Per il trasgressorea piedi” è prevista una sanzione amministrativa pecuniaria da 400 a 3000 euro, raddoppiata in caso di reiterazione; in caso di trasgressione con uso di un veicolo (anche bicicletta) la sanzione è aumentata fino a un terzo (scelta legislativa assai discutibile: perché dovrebbe essere più grave uno spostamento ingiustificato in bici piuttosto che quello a piedi, dove è più elevato il rischio di contatto con altri?)

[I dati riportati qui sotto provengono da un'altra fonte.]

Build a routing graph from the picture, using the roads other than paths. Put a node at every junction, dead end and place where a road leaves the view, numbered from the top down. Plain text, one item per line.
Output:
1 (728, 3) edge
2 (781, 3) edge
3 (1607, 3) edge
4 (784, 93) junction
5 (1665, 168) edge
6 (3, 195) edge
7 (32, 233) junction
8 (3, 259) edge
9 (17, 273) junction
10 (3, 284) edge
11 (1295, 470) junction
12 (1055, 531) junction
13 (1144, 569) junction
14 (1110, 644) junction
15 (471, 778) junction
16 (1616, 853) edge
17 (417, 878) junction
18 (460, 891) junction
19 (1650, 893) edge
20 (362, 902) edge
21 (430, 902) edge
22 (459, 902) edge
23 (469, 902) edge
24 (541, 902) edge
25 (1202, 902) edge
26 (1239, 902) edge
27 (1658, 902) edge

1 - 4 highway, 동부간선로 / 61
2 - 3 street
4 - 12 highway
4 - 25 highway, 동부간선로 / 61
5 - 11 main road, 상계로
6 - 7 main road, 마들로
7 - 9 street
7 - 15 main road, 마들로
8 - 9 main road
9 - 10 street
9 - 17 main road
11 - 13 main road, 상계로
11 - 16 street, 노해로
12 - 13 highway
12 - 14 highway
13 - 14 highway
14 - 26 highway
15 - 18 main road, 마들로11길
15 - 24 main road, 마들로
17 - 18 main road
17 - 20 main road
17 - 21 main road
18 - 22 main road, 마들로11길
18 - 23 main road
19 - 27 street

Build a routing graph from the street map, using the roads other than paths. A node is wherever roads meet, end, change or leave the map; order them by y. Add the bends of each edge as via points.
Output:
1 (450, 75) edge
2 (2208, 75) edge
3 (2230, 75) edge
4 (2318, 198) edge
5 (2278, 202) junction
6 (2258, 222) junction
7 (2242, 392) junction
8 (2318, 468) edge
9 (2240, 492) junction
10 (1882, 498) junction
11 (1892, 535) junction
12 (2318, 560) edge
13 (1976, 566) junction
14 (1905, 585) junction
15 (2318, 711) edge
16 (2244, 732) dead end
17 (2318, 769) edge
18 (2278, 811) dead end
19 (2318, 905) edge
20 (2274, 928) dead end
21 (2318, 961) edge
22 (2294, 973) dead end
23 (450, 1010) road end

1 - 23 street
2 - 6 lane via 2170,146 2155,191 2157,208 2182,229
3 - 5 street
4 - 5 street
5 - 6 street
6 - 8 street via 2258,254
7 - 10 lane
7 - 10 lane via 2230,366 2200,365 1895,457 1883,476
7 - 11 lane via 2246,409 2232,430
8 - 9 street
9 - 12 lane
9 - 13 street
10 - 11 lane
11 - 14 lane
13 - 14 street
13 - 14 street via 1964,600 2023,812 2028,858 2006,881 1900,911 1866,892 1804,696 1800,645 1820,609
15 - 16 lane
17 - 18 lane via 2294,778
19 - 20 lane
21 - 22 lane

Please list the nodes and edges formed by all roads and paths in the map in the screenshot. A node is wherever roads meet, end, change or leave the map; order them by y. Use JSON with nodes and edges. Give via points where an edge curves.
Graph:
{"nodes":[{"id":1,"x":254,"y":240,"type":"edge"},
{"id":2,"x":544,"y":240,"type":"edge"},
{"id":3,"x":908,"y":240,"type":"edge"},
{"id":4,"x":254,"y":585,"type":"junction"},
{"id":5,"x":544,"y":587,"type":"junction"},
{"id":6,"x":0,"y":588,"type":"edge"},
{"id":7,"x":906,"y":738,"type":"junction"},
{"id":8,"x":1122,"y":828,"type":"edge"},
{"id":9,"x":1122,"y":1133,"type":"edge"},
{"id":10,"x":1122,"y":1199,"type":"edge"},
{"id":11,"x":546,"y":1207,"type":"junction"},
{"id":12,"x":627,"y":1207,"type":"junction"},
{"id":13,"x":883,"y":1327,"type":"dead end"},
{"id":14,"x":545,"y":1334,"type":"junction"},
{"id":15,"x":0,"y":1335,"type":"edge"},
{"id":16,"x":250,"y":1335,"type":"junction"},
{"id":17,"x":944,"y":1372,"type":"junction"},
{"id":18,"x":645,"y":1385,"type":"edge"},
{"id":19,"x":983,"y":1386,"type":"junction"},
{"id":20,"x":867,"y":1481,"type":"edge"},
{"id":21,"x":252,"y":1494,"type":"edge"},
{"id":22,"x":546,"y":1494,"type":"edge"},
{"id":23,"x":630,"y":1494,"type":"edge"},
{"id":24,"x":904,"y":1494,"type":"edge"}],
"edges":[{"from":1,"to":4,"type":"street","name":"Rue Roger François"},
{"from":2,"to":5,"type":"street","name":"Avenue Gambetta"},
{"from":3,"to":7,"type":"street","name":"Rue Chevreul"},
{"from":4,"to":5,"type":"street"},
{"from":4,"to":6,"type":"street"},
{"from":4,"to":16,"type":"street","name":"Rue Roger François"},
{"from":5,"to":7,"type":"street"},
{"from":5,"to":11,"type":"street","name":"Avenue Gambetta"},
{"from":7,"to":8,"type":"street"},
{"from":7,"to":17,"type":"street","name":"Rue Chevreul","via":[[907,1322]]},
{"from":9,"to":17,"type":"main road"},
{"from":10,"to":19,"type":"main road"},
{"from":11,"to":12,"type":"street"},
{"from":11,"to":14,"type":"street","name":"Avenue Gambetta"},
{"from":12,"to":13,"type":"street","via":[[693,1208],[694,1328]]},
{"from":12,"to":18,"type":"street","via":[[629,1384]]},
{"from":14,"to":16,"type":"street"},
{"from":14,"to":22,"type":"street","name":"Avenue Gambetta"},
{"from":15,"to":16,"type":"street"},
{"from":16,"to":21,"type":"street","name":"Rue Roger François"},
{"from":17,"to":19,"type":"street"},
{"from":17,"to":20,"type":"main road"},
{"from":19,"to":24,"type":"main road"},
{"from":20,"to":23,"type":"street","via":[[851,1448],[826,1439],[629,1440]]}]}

Invece, per la violazione di misure di contenimento relative ad attività commerciali, professionali e d’impresa, è prevista l’ulteriore sanzione amministrativa accessoria della chiusura dell’esercizio o dell’attività da 5 a 30 giorni (30 giorni per reiterazione), salvo applicazione cautelare, da parte dell’autorità procedente, della chiusura immediata e provvisoria della durata di massimo 5 giorni (N.B.: l’art 108 del DL 18/20202 “Cura Italia prevede che “in via del tutto eccezionale e transitoria, la somma di cui all’art. 202, comma 2 del decreto legislativo 30 aprile 1992, n. 285, dall’entrata in vigore del presente decreto e fino al 31 maggio 2020, è ridotta del 30% se il pagamento è effettuato entro 30 giorni dalla contestazione o notificazione della violazione. La misura prevista dal periodo precedente può essere estesa con decreto del Presidente del Consiglio dei Ministri qualora siano previsti ulteriori termini di durata delle misure restrittive”. Dunque, alla luce dell’espresso richiamo fatto dall’art 4 del DL 19/2020 all’art 202 del CDS, è ragionevole sostenere che anche per la “sanzione amministrativa coronavirus”, fino al 31 maggio, il termine per il pagamento con ulteriore riduzione del 30%  è di 30 giorni.

 

Accertamento della violazione

Per quanto riguarda l’accertamento delle violazioni, per espressa previsione dell’ art 4 comma 3 DL, si applica la disciplina generale di cui alla l. n. 689/1981.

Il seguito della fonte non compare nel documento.